Jak trafić w Moskwę?
Za naprowadzanie na cel odpowiadał umieszczony w każdej rakiecie system nawigacyjny, wykorzystujący zanurzony w cieczy żyroskop IRIG (Inertial Rate-integrating Gyroscope), akcelerometr PIGA (Pendulating Integrating Gyroscopic Accelerometer) i pierwszy cyfrowy, w pełni tranzystorowy komputer nawigacyjny.
Aby całe to wyrafinowane wyposażenie mogło prawidłowo działać, konieczny był jeszcze jeden element układanki: możliwość szybkiego i dokładnego określenia miejsca, z którego pocisk jest odpalany. Dotychczasowe metody nawigacyjne, wystarczające do poruszania się okrętów po morzach i oceanach, były niewystarczające – nie oferowały wystarczającej szybkości i precyzji.
Dlatego budując strategiczny kompleks rakietowy Polaris (w późniejszych latach Polaris/Poseidon), Amerykanie postawili oprzeć go na jeszcze jednym, technologicznie rewolucyjnym rozwiązaniu: nawigacji satelitarnej.
NAVSAT - pierwsza nawigacja satelitarna
Był to system o nazwie Transit, znany także jako NAVSAT, zakładający wykorzystanie konstelacji pięciu satelitów poruszających się po orbitach okołobiegunowych na wysokości ok. 1100 km (w kosmosie znajdowało się jednocześnie 10 satelitów – pięć pełniło rolę zapasu).
Do ustalenia pozycji korzystano ze zjawiska Dopplera i zmian częstotliwości nadawanego przez satelitę sygnału, w zależności od tego czy oddalał się on, czy tez zbliżał do naziemnego odbiornika.
Potrzebne do tego celu obliczenia były wykonywane za pomocą komputera AN/UYK-1 – modułu obliczeniowego o objętości około metra sześciennego, zamkniętego w kapsule o zaokrąglonych krawędziach, co ułatwiało transport komputera przez luki okrętu podwodnego.
NAVSAT zapewniał dokładność rzędu 200 metrów, a czas ustalania pozycji wynosił około 15 minut. Warto zauważyć, że NAVSAT, opracowany pierwotnie dla celów militarnych został – podobnie jak kilkadziesiąt lat później GPS – szybko udostępniony cywilom.

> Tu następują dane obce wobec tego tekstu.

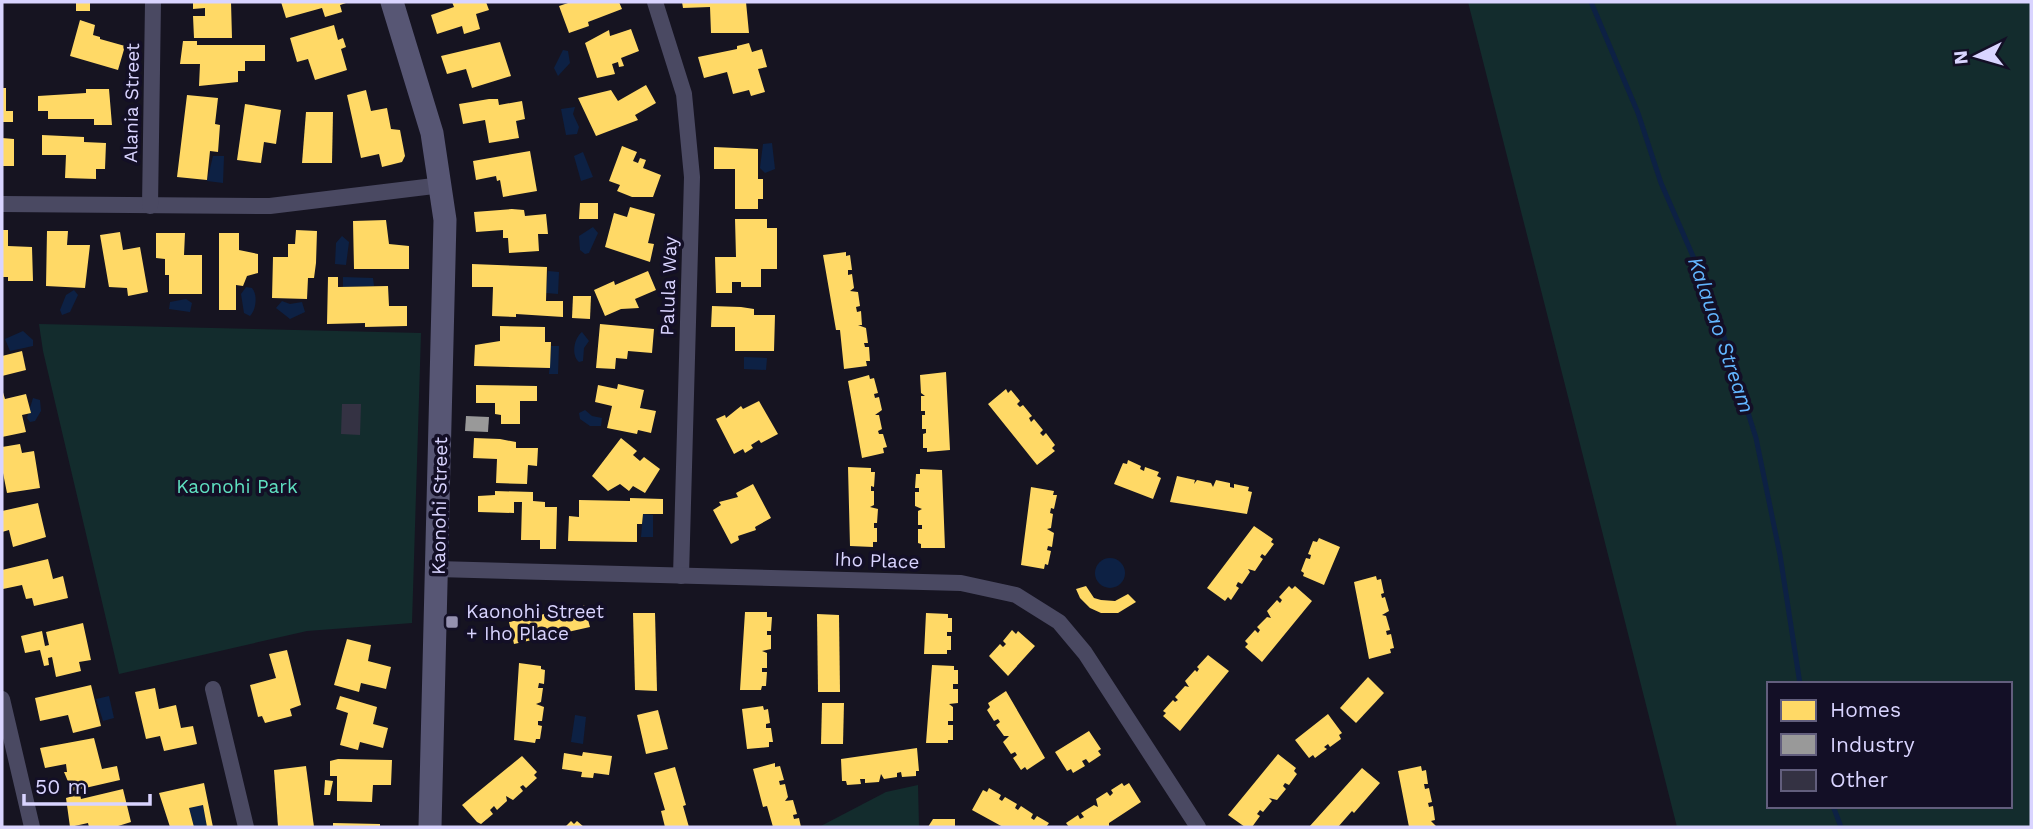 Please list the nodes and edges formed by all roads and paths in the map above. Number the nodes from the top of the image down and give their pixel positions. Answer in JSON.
{"nodes":[{"id":1,"x":153,"y":2,"type":"edge"},
{"id":2,"x":392,"y":2,"type":"edge"},
{"id":3,"x":656,"y":2,"type":"edge"},
{"id":4,"x":442,"y":185,"type":"junction"},
{"id":5,"x":2,"y":204,"type":"edge"},
{"id":6,"x":150,"y":206,"type":"junction"},
{"id":7,"x":437,"y":569,"type":"junction"},
{"id":8,"x":681,"y":576,"type":"junction"},
{"id":9,"x":213,"y":689,"type":"dead end"},
{"id":10,"x":2,"y":699,"type":"edge"},
{"id":11,"x":32,"y":827,"type":"edge"},
{"id":12,"x":246,"y":827,"type":"edge"},
{"id":13,"x":429,"y":827,"type":"edge"},
{"id":14,"x":1198,"y":827,"type":"edge"}],
"edges":[{"from":1,"to":6,"type":"street","name":"Alania Street"},
{"from":2,"to":4,"type":"street","name":"Kaonohi Street"},
{"from":3,"to":8,"type":"street","name":"Palula Way"},
{"from":4,"to":6,"type":"street"},
{"from":4,"to":7,"type":"street","name":"Kaonohi Street"},
{"from":5,"to":6,"type":"street"},
{"from":7,"to":8,"type":"street","name":"Iho Place"},
{"from":7,"to":13,"type":"street","name":"Kaonohi Street"},
{"from":8,"to":14,"type":"street","name":"Iho Place"},
{"from":9,"to":12,"type":"street"},
{"from":10,"to":11,"type":"street"}]}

Ze względu na swoją specyfikę NAVSAT sprawdzał się jednak głównie w przypadku ruchu morskiego, co wynikało z gabarytów odbiornika, ale także z braku możliwości ustalania pozycji w czasie rzeczywistym. Ostatni satelita NAVSAT został wystrzelony w 1988 roku, a 1996 roku wojsko całkowicie zrezygnowało z tego systemu nawigacji, przechodząc na system GPS.